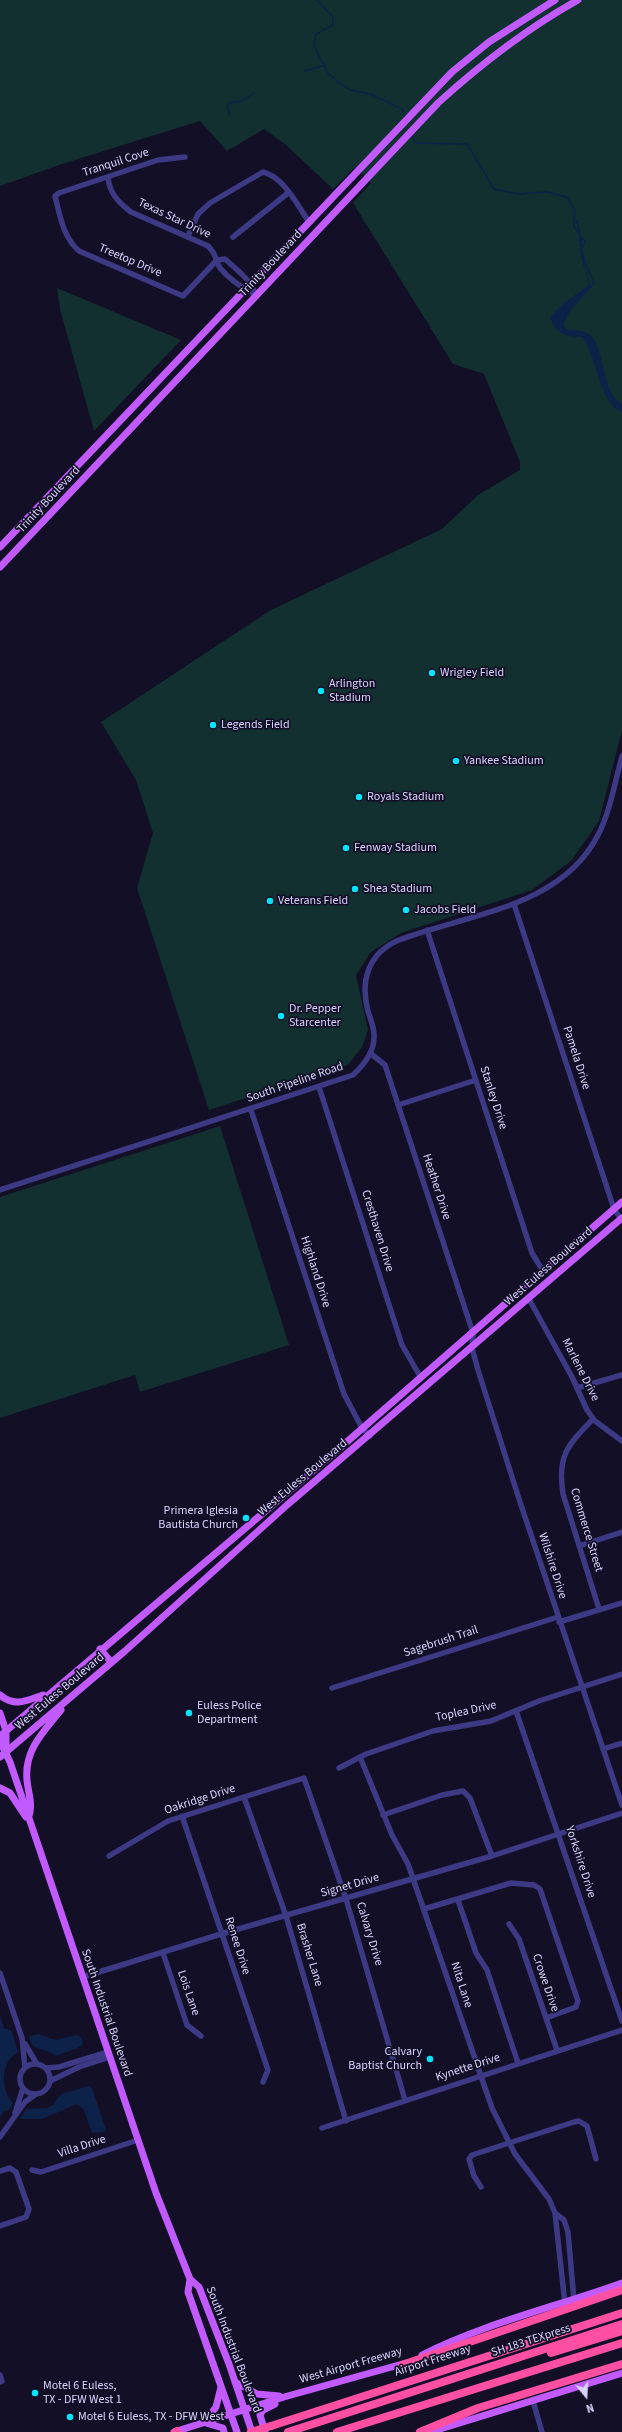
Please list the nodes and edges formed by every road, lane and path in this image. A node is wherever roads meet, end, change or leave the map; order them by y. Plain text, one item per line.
1 (555, 0) edge
2 (578, 0) edge
3 (185, 157) dead end
4 (108, 178) junction
5 (288, 193) junction
6 (55, 196) joint
7 (309, 222) junction
8 (188, 236) junction
9 (233, 237) dead end
10 (217, 260) junction
11 (226, 273) junction
12 (241, 274) junction
13 (251, 283) junction
14 (245, 290) junction
15 (256, 295) junction
16 (169, 370) junction
17 (178, 378) junction
18 (30, 516) junction
19 (40, 525) junction
20 (0, 547) edge
21 (0, 567) edge
22 (622, 756) edge
23 (514, 904) junction
24 (427, 930) junction
25 (370, 1053) junction
26 (476, 1080) junction
27 (319, 1087) junction
28 (398, 1105) junction
29 (251, 1110) junction
30 (0, 1190) edge
31 (622, 1202) edge
32 (614, 1209) junction
33 (621, 1218) edge
34 (543, 1271) junction
35 (529, 1299) junction
36 (473, 1333) junction
37 (472, 1348) junction
38 (622, 1375) edge
39 (421, 1378) junction
40 (577, 1388) junction
41 (593, 1419) junction
42 (362, 1428) junction
43 (370, 1436) junction
44 (622, 1441) edge
45 (622, 1532) edge
46 (579, 1546) junction
47 (164, 1596) junction
48 (622, 1602) edge
49 (598, 1609) junction
50 (164, 1614) junction
51 (558, 1620) junction
52 (100, 1649) junction
53 (111, 1662) junction
54 (622, 1674) edge
55 (582, 1687) junction
56 (332, 1688) dead end
57 (48, 1694) junction
58 (0, 1695) edge
59 (71, 1698) junction
60 (516, 1711) junction
61 (0, 1713) edge
62 (3, 1733) edge
63 (0, 1741) edge
64 (622, 1743) edge
65 (603, 1749) junction
66 (6, 1751) junction
67 (0, 1757) edge
68 (360, 1757) junction
69 (339, 1768) dead end
70 (304, 1778) joint
71 (0, 1788) edge
72 (244, 1797) junction
73 (622, 1805) edge
74 (622, 1813) edge
75 (383, 1815) junction
76 (29, 1816) junction
77 (182, 1816) junction
78 (32, 1826) junction
79 (559, 1832) junction
80 (109, 1856) dead end
81 (492, 1856) junction
82 (414, 1880) junction
83 (346, 1899) junction
84 (458, 1900) junction
85 (424, 1909) junction
86 (286, 1916) junction
87 (509, 1924) dead end
88 (221, 1934) junction
89 (163, 1953) junction
90 (0, 1973) edge
91 (83, 1977) junction
92 (546, 2018) junction
93 (622, 2020) edge
94 (622, 2030) edge
95 (201, 2036) dead end
96 (22, 2038) junction
97 (558, 2050) junction
98 (109, 2054) junction
99 (518, 2063) junction
100 (38, 2064) junction
101 (25, 2068) junction
102 (46, 2068) junction
103 (480, 2075) junction
104 (50, 2081) junction
105 (263, 2082) dead end
106 (23, 2088) junction
107 (36, 2094) junction
108 (405, 2100) junction
109 (13, 2117) junction
110 (346, 2121) junction
111 (322, 2128) dead end
112 (0, 2138) edge
113 (138, 2140) junction
114 (508, 2143) junction
115 (596, 2159) dead end
116 (32, 2170) dead end
117 (0, 2171) edge
118 (481, 2187) dead end
119 (555, 2213) junction
120 (0, 2226) edge
121 (190, 2279) junction
122 (622, 2283) edge
123 (622, 2290) edge
124 (622, 2295) edge
125 (574, 2301) junction
126 (565, 2304) junction
127 (622, 2313) edge
128 (622, 2324) edge
129 (622, 2331) edge
130 (501, 2333) junction
131 (621, 2343) edge
132 (622, 2364) edge
133 (402, 2365) junction
134 (622, 2373) edge
135 (0, 2375) edge
136 (0, 2382) edge
137 (235, 2382) junction
138 (221, 2386) junction
139 (287, 2396) junction
140 (533, 2401) junction
141 (245, 2409) junction
142 (231, 2414) junction
143 (205, 2422) junction
144 (175, 2432) edge
145 (224, 2432) edge
146 (237, 2432) edge
147 (251, 2432) edge
148 (265, 2432) edge
149 (288, 2432) edge
150 (304, 2432) edge
151 (337, 2432) edge
152 (420, 2432) edge
153 (430, 2432) edge
154 (542, 2432) edge

1 - 7 main road, Trinity Boulevard
2 - 15 main road, Trinity Boulevard
3 - 4 street, Tranquil Cove
4 - 6 street, Tranquil Cove
4 - 8 street, Texas Star Drive
5 - 7 street
5 - 8 street
5 - 9 street
6 - 10 street, Treetop Drive
7 - 13 main road, Trinity Boulevard
8 - 10 street, Texas Star Drive
10 - 11 street, Texas Star Drive
10 - 12 street
11 - 12 street
11 - 14 street, Texas Star Drive
12 - 13 street
13 - 14 main road, Trinity Boulevard
13 - 15 street
14 - 15 street, Texas Star Drive
14 - 16 main road, Trinity Boulevard
15 - 17 main road, Trinity Boulevard
16 - 17 main road
16 - 18 main road, Trinity Boulevard
17 - 19 main road, Trinity Boulevard
18 - 19 main road
18 - 20 main road, Trinity Boulevard
19 - 21 main road, Trinity Boulevard
22 - 23 street, South Pipeline Road
23 - 24 street, South Pipeline Road
23 - 32 street, Pamela Drive
24 - 25 street, South Pipeline Road
24 - 26 street, Stanley Drive
25 - 27 street, South Pipeline Road
25 - 28 street, Heather Drive
26 - 28 street
26 - 34 street, Stanley Drive
27 - 29 street, South Pipeline Road
27 - 39 street, Cresthaven Drive
28 - 36 street, Heather Drive
29 - 30 street, South Pipeline Road
29 - 42 street, Highland Drive
31 - 32 main road, West Euless Boulevard
32 - 33 street, Pamela Drive
32 - 34 main road, West Euless Boulevard
33 - 35 main road, West Euless Boulevard
34 - 36 main road, West Euless Boulevard
35 - 37 main road, West Euless Boulevard
35 - 40 street, Marlene Drive
36 - 37 street, Wilshire Drive
36 - 39 main road, West Euless Boulevard
37 - 43 main road, West Euless Boulevard
37 - 51 street, Wilshire Drive
38 - 40 street
39 - 42 main road, West Euless Boulevard
40 - 41 street, Marlene Drive
41 - 44 street, Marlene Drive
41 - 46 street, Commerce Street
42 - 43 street, Highland Drive
42 - 47 main road, West Euless Boulevard
43 - 50 main road, West Euless Boulevard
45 - 46 street
46 - 49 street, Commerce Street
47 - 50 main road
47 - 52 main road, West Euless Boulevard
48 - 49 street, Sagebrush Trail
49 - 51 street, Sagebrush Trail
50 - 53 main road, West Euless Boulevard
51 - 55 street, Wilshire Drive
51 - 56 street, Sagebrush Trail
52 - 53 main road
52 - 57 main road, West Euless Boulevard
53 - 59 main road, West Euless Boulevard
54 - 55 street, Toplea Drive
55 - 60 street, Toplea Drive
55 - 65 street, Wilshire Drive
57 - 58 main road
57 - 62 main road, West Euless Boulevard
59 - 66 main road, West Euless Boulevard
59 - 76 main road
60 - 68 street, Toplea Drive
60 - 79 street, Yorkshire Drive
61 - 62 main road, South Industrial Boulevard
62 - 66 main road, South Industrial Boulevard
63 - 66 main road, South Industrial Boulevard
64 - 65 street
65 - 73 street, Wilshire Drive
66 - 67 main road, West Euless Boulevard
66 - 76 main road, South Industrial Boulevard
68 - 69 street, Toplea Drive
68 - 75 street, Nita Lane
70 - 72 street, Oakridge Drive
70 - 83 street, Calvary Drive
71 - 78 main road
72 - 77 street, Oakridge Drive
72 - 86 street, Brasher Lane
74 - 79 street, Signet Drive
75 - 81 street
75 - 82 street, Nita Lane
76 - 78 main road, South Industrial Boulevard
77 - 80 street, Oakridge Drive
77 - 88 street, Renee Drive
78 - 91 main road, South Industrial Boulevard
79 - 81 street, Signet Drive
79 - 93 street, Yorkshire Drive
81 - 82 street, Signet Drive
82 - 83 street, Signet Drive
82 - 85 street, Nita Lane
83 - 86 street, Signet Drive
83 - 108 street, Calvary Drive
84 - 85 street
84 - 92 street
84 - 99 street
85 - 103 street, Nita Lane
86 - 88 street, Signet Drive
86 - 110 street, Brasher Lane
87 - 92 street, Crowe Drive
88 - 89 street, Signet Drive
88 - 105 street, Renee Drive
89 - 91 street, Signet Drive
89 - 95 street, Lois Lane
90 - 96 street
91 - 98 main road, South Industrial Boulevard
92 - 97 street, Crowe Drive
94 - 97 street, Kynette Drive
96 - 100 street
96 - 101 street
97 - 99 street, Kynette Drive
98 - 102 street
98 - 104 street
98 - 113 main road, South Industrial Boulevard
99 - 103 street, Kynette Drive
100 - 101 street
100 - 102 street
101 - 106 street
102 - 104 street
103 - 108 street, Kynette Drive
103 - 114 street, Nita Lane
104 - 107 street
106 - 107 street
106 - 109 street
107 - 109 street
108 - 110 street, Kynette Drive
109 - 112 street
110 - 111 street, Kynette Drive
113 - 116 street, Villa Drive
113 - 121 main road, South Industrial Boulevard
114 - 115 street
114 - 118 street
114 - 119 street, Nita Lane
117 - 120 street
119 - 125 street, Nita Lane
119 - 126 street, Nita Lane
121 - 137 main road, South Industrial Boulevard
121 - 138 main road, South Industrial Boulevard
122 - 125 main road, West Airport Freeway
123 - 130 highway
124 - 130 highway
125 - 126 main road, West Airport Freeway
126 - 133 main road, West Airport Freeway
127 - 147 highway, Airport Freeway, bridge
128 - 149 highway, SH 183 TEXpress
129 - 150 highway, SH 183 TEXpress
130 - 133 highway
131 - 151 highway
132 - 152 highway
133 - 139 main road, West Airport Freeway
134 - 140 main road
135 - 136 street
137 - 139 main road
137 - 141 main road, South Industrial Boulevard
138 - 142 main road, South Industrial Boulevard
138 - 143 main road
139 - 141 main road, West Airport Freeway
139 - 148 main road
140 - 153 main road
140 - 154 street
141 - 142 main road, West Airport Freeway
141 - 147 main road, South Industrial Boulevard
142 - 143 main road, West Airport Freeway
142 - 146 main road, South Industrial Boulevard
143 - 144 main road, West Airport Freeway
143 - 145 main road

Work task.
Wherever "TEXpress" appears in a line of the entries, copy that line.

Exercise result.
128 - 149 highway, SH 183 TEXpress
129 - 150 highway, SH 183 TEXpress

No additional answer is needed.